To extinguish the cost of wildfires, insurance needs innovation

The BetaKit Guide: Wildfire

In spring 2016, Don Iveson became familiar with the smell of catastrophe.

He was Mayor of Edmonton at the time, and watched more than 20,000 people stream into his city after a wildfire forced the evacuation of Fort McMurray.

“We can’t insure our way out of these challenges.”

Don Iveson, Co-operators

Inside a Red Cross shelter, he met a man who had escaped with only the clothes on his back, and who carried a sharp, acrid scent—the chemical stench of melted plastic, scorched paint, and vinyl siding from the burning city he’d just left behind.

“I don’t ever want to smell that again,” Iveson said. “Smelling that smell on this man and watching him crumble, that sticks with you.”

Today, Iveson is Executive Advisor for Climate Investing and Community Resilience at Co-operators, part of the insurance industry that has been massively destabilized by climate disasters. 

The insured losses of Canada’s 2023 wildfire season totalled $3.1 billion, and by 2030, more than 220,000 homes could be occupied in Canadian regions with high wildfire hazards.

The systems built to handle risk weren’t designed for a world burning at this pace. And with billions on the line, the insurance industry has become some of the most driven players working to innovate against wildfire risk.

“But we can’t insure our way out of these challenges. The whole model breaks down unless we figure out how to control these losses through prevention.”

A new kind of risk

During active wildfires, insurers sometimes pause the issuance of new policies or modify existing ones for properties within a certain proximity of the fire. Other insurers are raising premiums or refusing to cover certain materials, such as cedar shake roofs that have been shown to ignite whole neighbourhoods.

But claims from wildfires, floods, and convective storms are accelerating non-linearly. Last year alone, insured, weather-related losses reached $8.5 billion for the first time in Canadian history.

Don Iveson
Don Iveson (Photo by CNW Group/The Co-operators Group Limited)

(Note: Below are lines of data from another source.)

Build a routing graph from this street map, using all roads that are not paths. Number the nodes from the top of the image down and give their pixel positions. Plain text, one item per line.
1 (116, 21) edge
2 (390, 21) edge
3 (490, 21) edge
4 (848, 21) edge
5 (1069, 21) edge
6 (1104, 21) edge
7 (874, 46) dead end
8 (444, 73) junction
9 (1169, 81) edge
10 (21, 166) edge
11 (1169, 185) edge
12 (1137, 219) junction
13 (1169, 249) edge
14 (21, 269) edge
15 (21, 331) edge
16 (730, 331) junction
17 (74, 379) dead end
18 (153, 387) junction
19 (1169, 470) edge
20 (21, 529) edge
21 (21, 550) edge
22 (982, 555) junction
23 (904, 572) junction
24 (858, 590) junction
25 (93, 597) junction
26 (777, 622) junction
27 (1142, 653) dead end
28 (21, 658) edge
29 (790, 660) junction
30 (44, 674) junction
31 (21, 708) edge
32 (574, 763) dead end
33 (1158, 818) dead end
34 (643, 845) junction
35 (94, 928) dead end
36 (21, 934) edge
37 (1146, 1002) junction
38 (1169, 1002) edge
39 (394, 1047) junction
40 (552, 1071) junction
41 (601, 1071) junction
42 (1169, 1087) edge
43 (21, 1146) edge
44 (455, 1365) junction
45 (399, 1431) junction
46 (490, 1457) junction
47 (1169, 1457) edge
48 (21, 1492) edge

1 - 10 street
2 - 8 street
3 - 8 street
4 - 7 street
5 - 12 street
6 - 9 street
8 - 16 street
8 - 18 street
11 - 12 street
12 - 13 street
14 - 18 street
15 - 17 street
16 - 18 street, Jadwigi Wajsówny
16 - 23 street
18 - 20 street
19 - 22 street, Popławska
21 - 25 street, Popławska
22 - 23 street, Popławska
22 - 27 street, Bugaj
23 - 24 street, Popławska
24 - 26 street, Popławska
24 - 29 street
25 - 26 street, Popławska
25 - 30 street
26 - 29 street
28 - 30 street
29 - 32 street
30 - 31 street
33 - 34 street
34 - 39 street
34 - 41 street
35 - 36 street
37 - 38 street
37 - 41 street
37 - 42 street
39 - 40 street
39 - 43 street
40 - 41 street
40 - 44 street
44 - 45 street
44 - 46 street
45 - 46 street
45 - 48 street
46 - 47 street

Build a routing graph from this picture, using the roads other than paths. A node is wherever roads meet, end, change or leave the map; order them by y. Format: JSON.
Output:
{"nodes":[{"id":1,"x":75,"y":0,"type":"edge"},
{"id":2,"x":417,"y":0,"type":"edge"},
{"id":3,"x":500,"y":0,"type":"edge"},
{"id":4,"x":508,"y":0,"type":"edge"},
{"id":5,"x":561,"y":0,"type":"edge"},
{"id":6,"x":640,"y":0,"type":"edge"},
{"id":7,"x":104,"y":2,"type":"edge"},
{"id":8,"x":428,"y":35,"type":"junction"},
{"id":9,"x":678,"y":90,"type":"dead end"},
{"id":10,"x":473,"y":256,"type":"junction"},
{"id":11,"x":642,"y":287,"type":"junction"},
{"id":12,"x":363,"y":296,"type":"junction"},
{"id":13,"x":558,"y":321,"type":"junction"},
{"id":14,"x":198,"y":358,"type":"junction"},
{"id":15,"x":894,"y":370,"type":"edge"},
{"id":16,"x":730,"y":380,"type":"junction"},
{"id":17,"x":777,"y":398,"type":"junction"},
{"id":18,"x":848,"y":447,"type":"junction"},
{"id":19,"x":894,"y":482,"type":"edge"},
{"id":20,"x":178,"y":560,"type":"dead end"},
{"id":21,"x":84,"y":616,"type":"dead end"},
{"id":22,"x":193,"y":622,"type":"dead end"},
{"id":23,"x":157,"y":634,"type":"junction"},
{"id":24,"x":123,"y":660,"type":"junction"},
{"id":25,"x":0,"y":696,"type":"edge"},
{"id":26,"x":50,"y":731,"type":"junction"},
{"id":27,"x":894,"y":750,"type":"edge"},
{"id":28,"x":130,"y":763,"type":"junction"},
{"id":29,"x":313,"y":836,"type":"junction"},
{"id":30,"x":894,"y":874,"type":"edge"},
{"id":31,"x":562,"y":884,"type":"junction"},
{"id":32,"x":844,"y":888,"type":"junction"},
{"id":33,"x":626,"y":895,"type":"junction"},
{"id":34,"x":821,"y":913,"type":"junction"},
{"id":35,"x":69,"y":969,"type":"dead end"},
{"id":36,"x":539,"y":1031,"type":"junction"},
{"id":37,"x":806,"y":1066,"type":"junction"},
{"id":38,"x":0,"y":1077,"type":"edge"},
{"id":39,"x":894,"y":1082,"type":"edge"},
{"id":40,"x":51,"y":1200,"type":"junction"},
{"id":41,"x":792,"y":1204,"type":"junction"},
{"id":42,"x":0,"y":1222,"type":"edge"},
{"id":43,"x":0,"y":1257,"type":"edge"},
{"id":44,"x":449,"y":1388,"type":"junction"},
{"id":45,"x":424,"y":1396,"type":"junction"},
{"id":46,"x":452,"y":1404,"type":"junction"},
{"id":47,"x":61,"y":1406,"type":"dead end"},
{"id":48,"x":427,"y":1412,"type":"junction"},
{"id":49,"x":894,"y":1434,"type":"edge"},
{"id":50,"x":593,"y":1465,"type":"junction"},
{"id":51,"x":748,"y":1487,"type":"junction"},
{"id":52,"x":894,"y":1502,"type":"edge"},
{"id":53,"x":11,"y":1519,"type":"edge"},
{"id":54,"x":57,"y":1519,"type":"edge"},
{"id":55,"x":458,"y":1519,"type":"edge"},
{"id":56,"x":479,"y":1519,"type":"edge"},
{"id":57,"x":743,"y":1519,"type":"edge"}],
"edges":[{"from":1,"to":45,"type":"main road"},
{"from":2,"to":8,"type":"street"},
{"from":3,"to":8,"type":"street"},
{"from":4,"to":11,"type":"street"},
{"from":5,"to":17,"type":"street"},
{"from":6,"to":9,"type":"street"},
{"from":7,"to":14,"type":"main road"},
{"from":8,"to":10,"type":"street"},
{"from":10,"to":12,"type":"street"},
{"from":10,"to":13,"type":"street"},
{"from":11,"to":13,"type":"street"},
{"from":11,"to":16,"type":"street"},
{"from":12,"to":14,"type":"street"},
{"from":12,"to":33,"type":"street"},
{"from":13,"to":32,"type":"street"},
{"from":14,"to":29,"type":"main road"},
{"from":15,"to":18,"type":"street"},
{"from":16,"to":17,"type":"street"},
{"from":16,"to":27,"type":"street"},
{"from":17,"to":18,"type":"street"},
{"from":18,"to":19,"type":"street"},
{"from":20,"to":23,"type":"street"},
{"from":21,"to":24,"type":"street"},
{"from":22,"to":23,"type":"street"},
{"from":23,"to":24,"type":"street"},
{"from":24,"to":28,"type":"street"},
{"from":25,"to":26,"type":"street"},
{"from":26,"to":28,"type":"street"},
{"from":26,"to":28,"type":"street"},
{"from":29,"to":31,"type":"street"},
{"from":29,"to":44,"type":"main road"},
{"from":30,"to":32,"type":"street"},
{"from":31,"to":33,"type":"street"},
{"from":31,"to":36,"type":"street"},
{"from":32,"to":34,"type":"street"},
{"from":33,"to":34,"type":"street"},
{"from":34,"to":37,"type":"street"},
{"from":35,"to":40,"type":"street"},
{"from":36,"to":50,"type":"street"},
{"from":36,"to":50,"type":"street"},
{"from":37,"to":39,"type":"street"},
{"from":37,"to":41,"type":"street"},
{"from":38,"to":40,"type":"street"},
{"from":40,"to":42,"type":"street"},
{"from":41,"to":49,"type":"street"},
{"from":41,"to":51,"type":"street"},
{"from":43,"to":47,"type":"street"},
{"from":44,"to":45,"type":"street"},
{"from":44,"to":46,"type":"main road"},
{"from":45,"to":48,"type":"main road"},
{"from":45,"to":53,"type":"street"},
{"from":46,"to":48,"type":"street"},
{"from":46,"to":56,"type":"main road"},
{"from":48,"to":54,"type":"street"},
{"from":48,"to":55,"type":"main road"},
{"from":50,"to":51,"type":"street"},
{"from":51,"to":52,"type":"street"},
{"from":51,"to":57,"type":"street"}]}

Faced with an increasingly uninsurable landscape, insurers like Co-operators are shifting focus from payouts to prevention and putting community resilience at the core of their business strategy.

Co-operators launched a Resilience Accelerator Lab and created a Climate Hazard Advanced Risk Modeling team, which uses predictive modelling to help communities, governments, and credit unions understand where wildfire and climate risks are growing fastest. 

Iveson also described a growing focus on building materials and landscape-level changes that can buy communities more time during a wildfire. In high-risk zones, Co-operators now offers insurance incentives for clients who remove flammable brush, install metal roofing, or swap out cedar shake shingles. 

Iveson believes measures like these are no longer optional. 

“If folks can’t get insurance, not only can they not manage that risk, but they can’t get mortgage financing. And if you can’t get mortgage financing on a property because the risk is too high, then it’s trading for cash, and that’s a salvage market.”

In the American Gulf states where hurricanes are growing more frequent, insurers have already begun retreating from high-risk areas, leaving homeowners without coverage and driving entire communities into uninsurable territory. 

Iveson warns the same could happen in Canada if the country doesn’t move fast to reduce losses. That means rethinking not just buildings and policies, but the entire insurance landscape.